グループごとの発表では、全く気づけなかったという反省・後悔や同級生が関与したことの悲しさ・怒りが述べられたほか、自信喪失やモチベーションの低下、柔道ができない虚無感と怒り、疑いの目を向けられることのつらさ、未来を見る自分たちと今しか見ていない周囲とのギャップ、将来への不安などが吐露されました。中には「柔道部の一員になっただけで満足している人がいる」「柔道に真摯に向き合えないなら辞めてもらっていい」という強い意見も出されるなど、本音をぶつけ合う状況も見られました。その上で部員からは「一人一人が危機感を持ち柔道部として責任ある行動を心がける」「当たり前のことを当たり前にして、応援されるチームになる」「応援してくれる人に感謝する」「何のために国士舘に来たのかを再確認し、国士舘としての自覚を持って日本一を目指す」といった想いが述べられました。 

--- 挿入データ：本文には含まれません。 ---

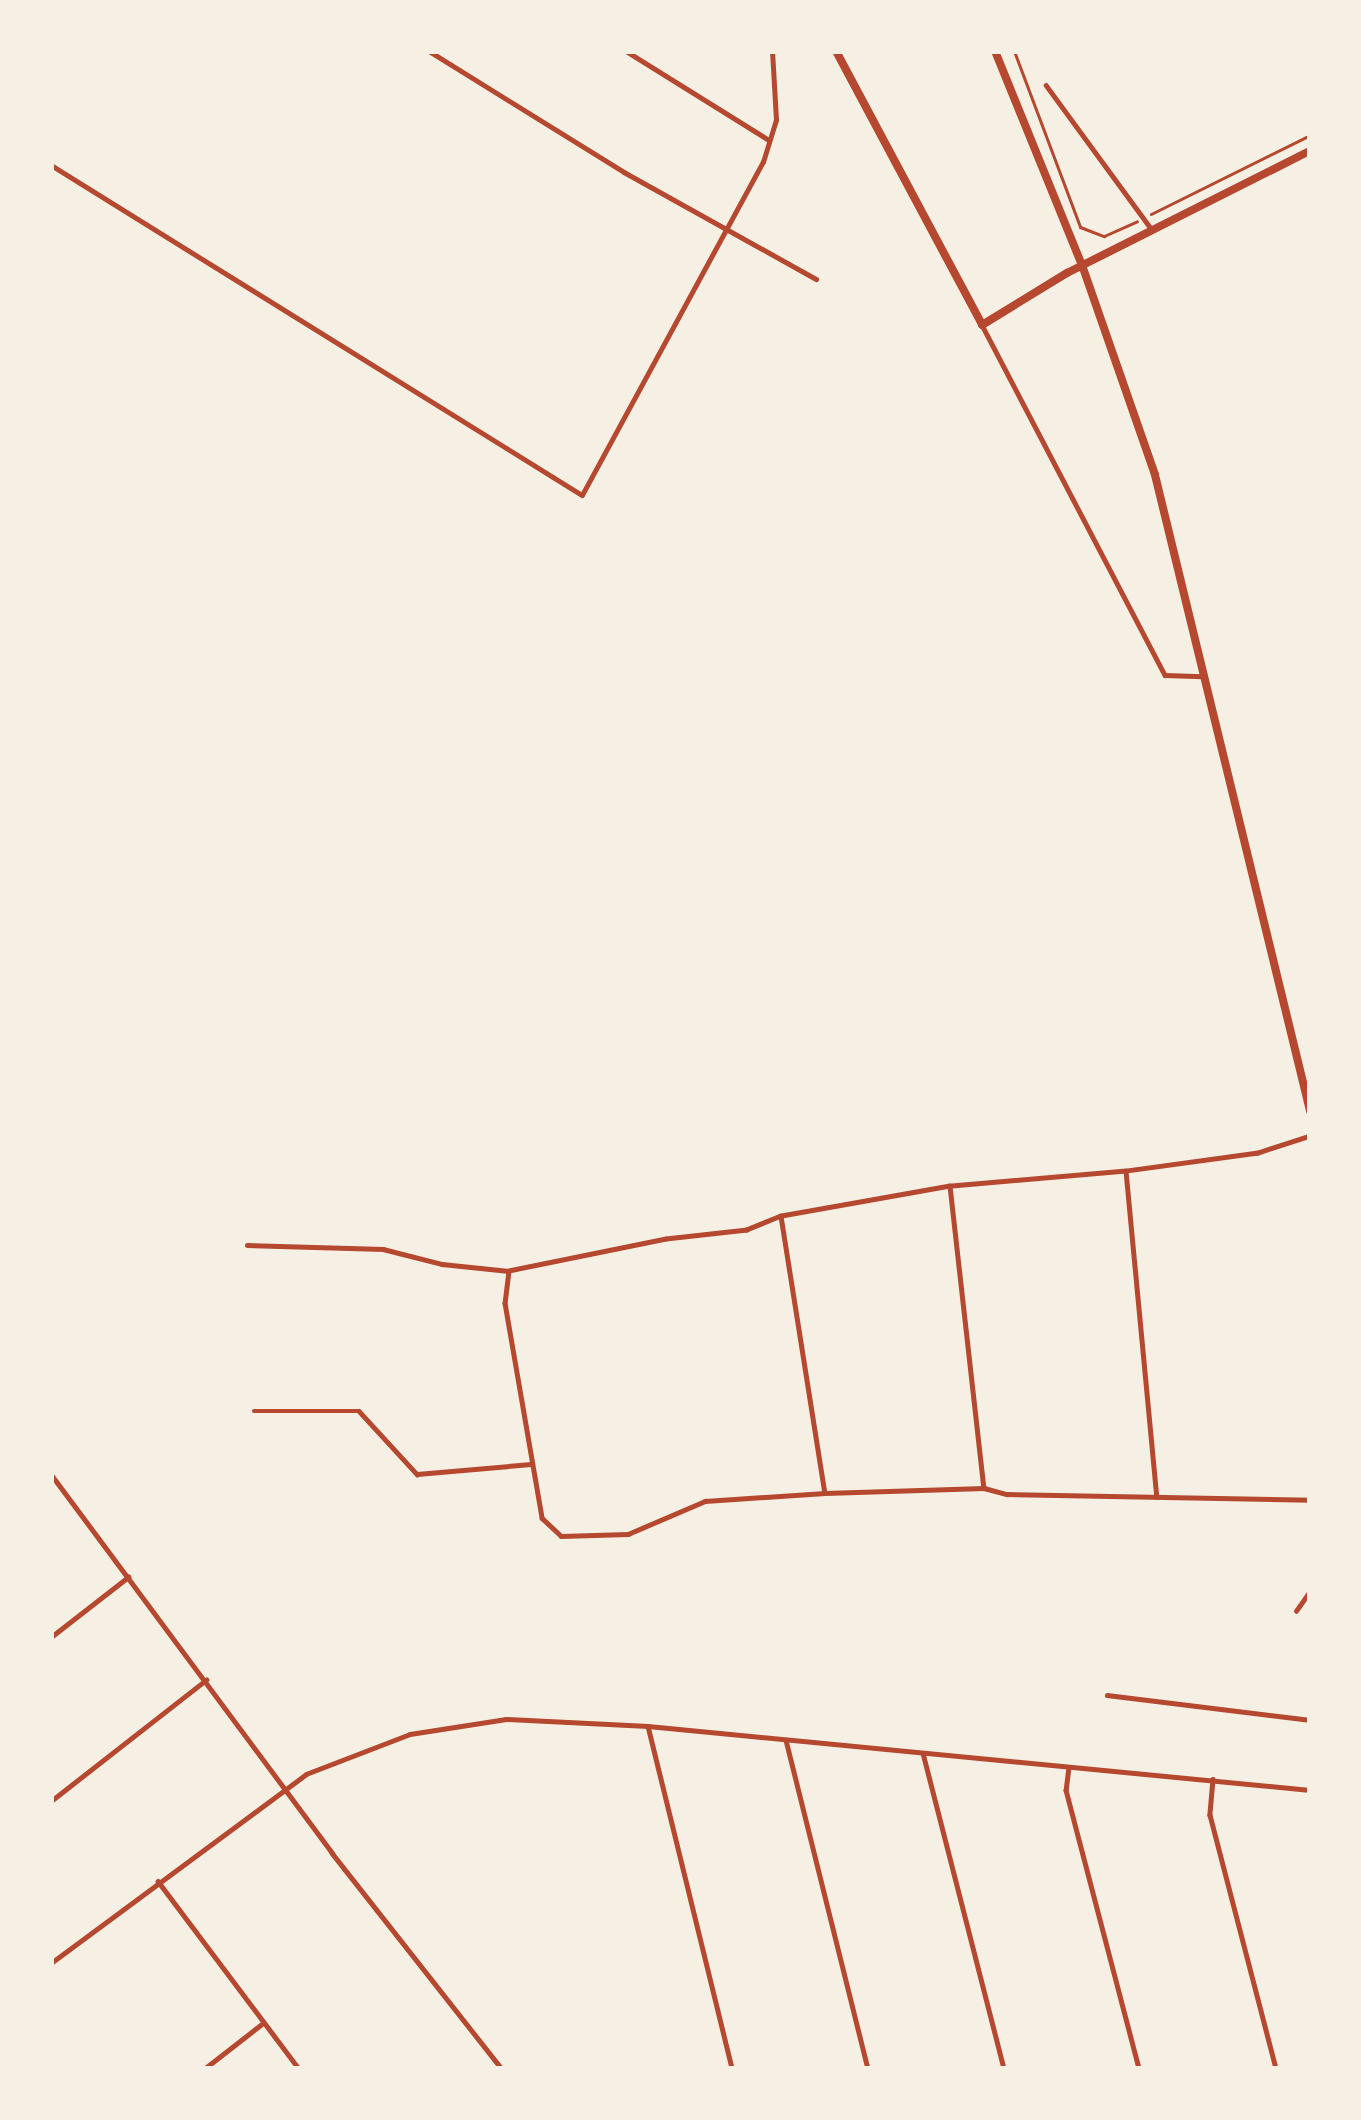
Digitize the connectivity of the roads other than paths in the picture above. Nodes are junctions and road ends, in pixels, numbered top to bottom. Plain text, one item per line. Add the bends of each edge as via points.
1 (429, 51) edge
2 (626, 51) edge
3 (772, 51) edge
4 (836, 51) edge
5 (995, 51) edge
6 (1046, 85) dead end
7 (770, 140) junction
8 (1310, 151) edge
9 (51, 165) edge
10 (1152, 230) junction
11 (729, 232) junction
12 (1082, 266) junction
13 (816, 279) dead end
14 (982, 326) junction
15 (1203, 676) junction
16 (1310, 1111) edge
17 (1310, 1136) edge
18 (1126, 1171) junction
19 (950, 1186) junction
20 (781, 1216) junction
21 (247, 1245) dead end
22 (509, 1271) junction
23 (254, 1411) dead end
24 (531, 1464) junction
25 (51, 1474) edge
26 (984, 1488) junction
27 (825, 1493) junction
28 (1157, 1497) junction
29 (1310, 1500) edge
30 (128, 1577) junction
31 (1310, 1591) edge
32 (1296, 1611) dead end
33 (51, 1637) edge
34 (206, 1680) junction
35 (1107, 1695) dead end
36 (1310, 1720) edge
37 (648, 1726) junction
38 (787, 1740) junction
39 (923, 1753) junction
40 (1069, 1767) junction
41 (1214, 1779) junction
42 (285, 1790) junction
43 (1310, 1790) edge
44 (51, 1801) edge
45 (158, 1881) junction
46 (51, 1963) edge
47 (263, 2024) junction
48 (204, 2069) edge
49 (298, 2069) edge
50 (502, 2069) edge
51 (732, 2069) edge
52 (868, 2069) edge
53 (1004, 2069) edge
54 (1138, 2069) edge
55 (1276, 2069) edge

1 - 11 street
2 - 7 street
3 - 7 street
4 - 14 main road
5 - 12 main road
6 - 10 street
7 - 11 street
8 - 10 main road
9 - 11 street via 582,495
10 - 12 main road
11 - 13 street
12 - 14 main road
12 - 15 main road via 1155,475
14 - 15 street via 1166,675
15 - 16 main road
17 - 18 street via 1258,1153
18 - 19 street
18 - 28 street
19 - 20 street
19 - 26 street
20 - 22 street via 747,1230
20 - 27 street
21 - 22 street via 383,1249
22 - 24 street via 506,1303
23 - 24 street via 359,1411 417,1474
24 - 27 street via 542,1518 561,1536 628,1534 705,1501
25 - 30 street
26 - 27 street
26 - 28 street
28 - 29 street
30 - 33 street
30 - 34 street
31 - 32 street
34 - 42 street
34 - 44 street
35 - 36 street
37 - 38 street
37 - 42 street via 506,1719 410,1734 328,1763
37 - 51 street
38 - 39 street
38 - 52 street
39 - 40 street
39 - 53 street
40 - 41 street
40 - 54 street via 1066,1790
41 - 43 street
41 - 55 street via 1210,1815
42 - 45 street
42 - 50 street
45 - 46 street
45 - 47 street
47 - 48 street
47 - 49 street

後藤教授は、「自分たちが被害者だという思いはなかなか払拭されないかもしれないが、集団には社会的責任がある。特に伝統ある男子柔道部ということで注目され、今後同様の事件が起こるたびに国士舘の名前が出されることになる。私たち大学側はもちろん、柔道部もこの責任からは逃れられない。この事実を一人一人が自分事として受け止め、部として気持ちを一つにし、行動と姿勢で語れる人になってほしい」と語りかけました。 

講習会は、学長をはじめ大学関係者も見守り、大学としての責任の重さと管理体制や指導監督体制の見直しに全力で取り組むことを再確認する機会となりました。